Common AES Encryption Errors
- Wrong key length — AES-128 requires exactly 16 bytes, AES-192 requires 24, and AES-256 requires 32. A key that is too short or too long will cause the encryption to fail or produce incorrect output.
- IV length mismatch — The IV must always be exactly 16 bytes (128 bits) regardless of key size. A common mistake is using the key length for the IV length.
- Missing IV in CBC mode — CBC mode requires a unique, unpredictable IV for every encryption operation. Reusing IVs with the same key weakens security significantly.
- Encoding mismatch — Ciphertext output is binary data. Always specify an encoding (Base64 or hex) when storing or transmitting encrypted output, and use the same encoding when decrypting.
- Padding issues — AES operates on 16-byte blocks. Plaintext that is not a multiple of 16 bytes requires padding (PKCS7 is standard). Mismatched padding schemes between encrypt and decrypt cause decryption failures.
Frequently Asked Questions
- Is AES encryption safe for production use?

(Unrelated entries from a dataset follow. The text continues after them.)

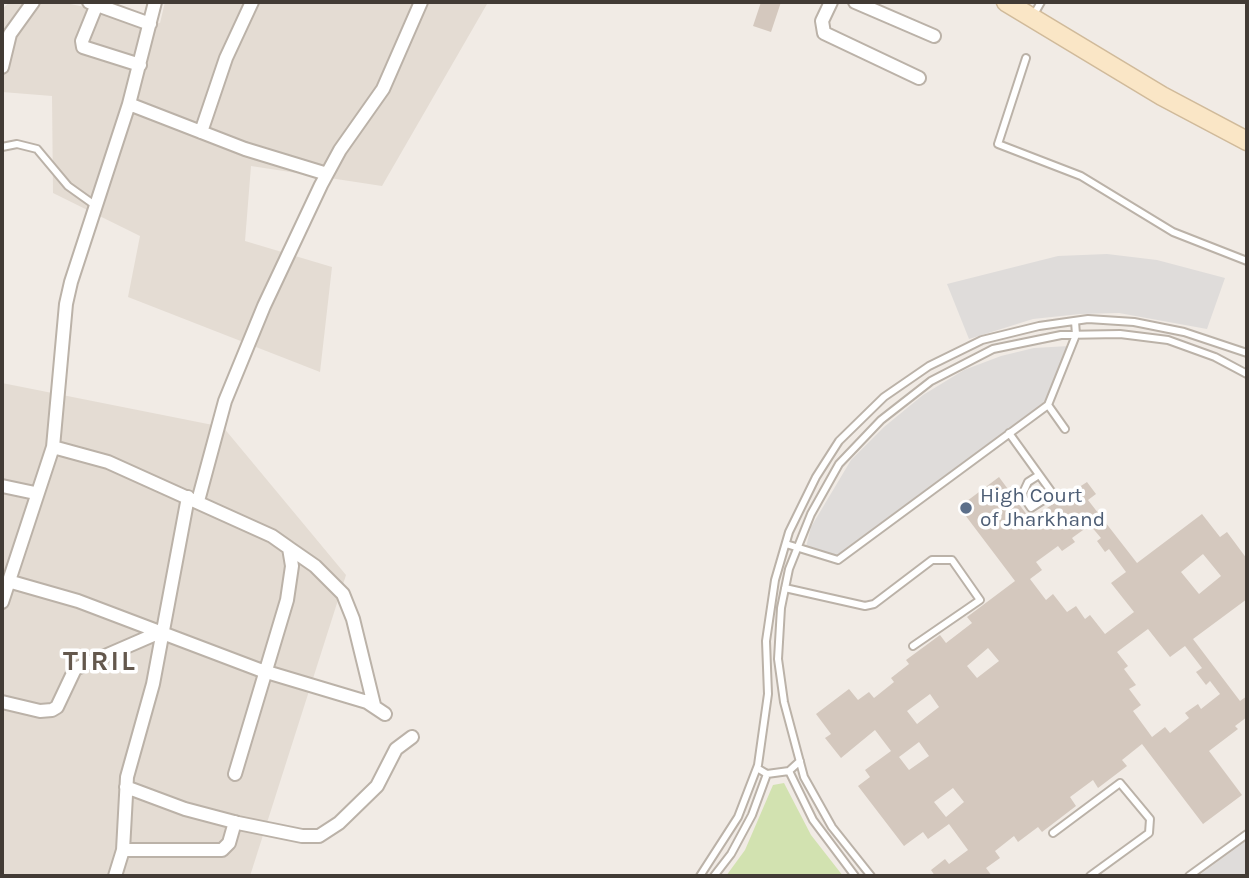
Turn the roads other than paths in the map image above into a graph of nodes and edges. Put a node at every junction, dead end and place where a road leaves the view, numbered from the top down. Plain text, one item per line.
1 (33, 2) edge
2 (155, 2) edge
3 (252, 2) edge
4 (421, 2) edge
5 (831, 2) edge
6 (855, 2) edge
7 (1006, 2) edge
8 (93, 3) edge
9 (1036, 10) edge
10 (150, 24) junction
11 (934, 36) dead end
12 (1026, 58) dead end
13 (140, 65) junction
14 (2, 67) edge
15 (919, 78) dead end
16 (129, 104) junction
17 (201, 132) junction
18 (1247, 141) edge
19 (2, 147) edge
20 (327, 174) junction
21 (96, 206) junction
22 (1247, 261) edge
23 (1074, 321) junction
24 (1076, 335) junction
25 (1247, 353) edge
26 (1247, 374) edge
27 (1048, 405) junction
28 (1065, 429) dead end
29 (1009, 433) junction
30 (52, 447) junction
31 (1039, 475) junction
32 (2, 486) edge
33 (35, 494) junction
34 (193, 499) junction
35 (786, 544) junction
36 (289, 548) junction
37 (798, 548) junction
38 (8, 581) junction
39 (785, 588) junction
40 (2, 600) edge
41 (160, 634) junction
42 (913, 646) dead end
43 (267, 672) junction
44 (2, 702) edge
45 (374, 705) junction
46 (385, 714) dead end
47 (412, 737) dead end
48 (800, 761) junction
49 (757, 768) junction
50 (789, 771) junction
51 (767, 774) junction
52 (235, 775) dead end
53 (126, 787) junction
54 (235, 822) junction
55 (1053, 833) dead end
56 (1247, 834) edge
57 (123, 850) junction
58 (115, 876) edge
59 (700, 876) edge
60 (714, 876) edge
61 (855, 876) edge
62 (871, 876) edge
63 (1090, 876) edge
64 (1189, 876) edge

1 - 14 street
2 - 10 street
3 - 17 street
4 - 20 street
5 - 15 street
6 - 11 street
7 - 9 main road
8 - 10 street
8 - 13 street
9 - 18 main road
10 - 13 street
12 - 22 lane
13 - 16 street
16 - 17 street
16 - 21 street
17 - 20 street
19 - 21 lane
20 - 34 street
21 - 30 street
23 - 24 lane
23 - 25 lane
23 - 35 lane
24 - 26 lane
24 - 27 lane
24 - 37 lane
27 - 28 lane
27 - 29 lane
29 - 31 lane
29 - 37 lane
30 - 33 street
30 - 34 street
31 - 31 lane
32 - 33 street
33 - 38 street
34 - 36 street
34 - 41 street
35 - 37 lane
35 - 49 lane
36 - 43 street
36 - 45 street
37 - 39 lane
38 - 40 street
38 - 41 street
39 - 42 lane
39 - 48 lane
41 - 43 street
41 - 44 street
41 - 53 street
43 - 45 street
43 - 52 street
45 - 46 street
47 - 54 street
48 - 50 lane
48 - 62 lane
49 - 51 lane
49 - 59 lane
50 - 51 lane
50 - 61 lane
51 - 60 lane
53 - 54 street
53 - 57 street
54 - 57 street
55 - 63 lane
56 - 64 lane
57 - 58 street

- AES is the gold standard symmetric cipher and is safe for production when used correctly — AES-256 with CBC or GCM mode, a random IV per encryption, and proper key management. This tool is intended for testing, learning, and verifying encryption logic, not for key management or key storage.
- What is the difference between symmetric and asymmetric encryption?
- AES is symmetric — the same key encrypts and decrypts the data. Asymmetric encryption (RSA, ECC) uses a public/private key pair. Symmetric encryption is orders of magnitude faster and is used for bulk data; asymmetric is used to exchange the symmetric key securely.
- What should I use as the key and IV?
- In production systems, keys must be generated using a cryptographically secure random number generator and stored in a secrets manager or key management service — never hardcoded. The IV should be randomly generated for each encryption operation and transmitted alongside the ciphertext (the IV is not secret, only the key is).
- Why does my decrypted output contain extra characters?
- PKCS7 padding adds bytes to fill the final block. If your decryption library is not stripping the padding automatically, enable unpadding or strip the padding manually. This is the most common cause of unexpected characters at the end of decrypted output.
- Does this tool store my plaintext or key?
- No data is sent to a server. Encryption runs entirely in your browser. Your plaintext, key, and IV are never transmitted or logged.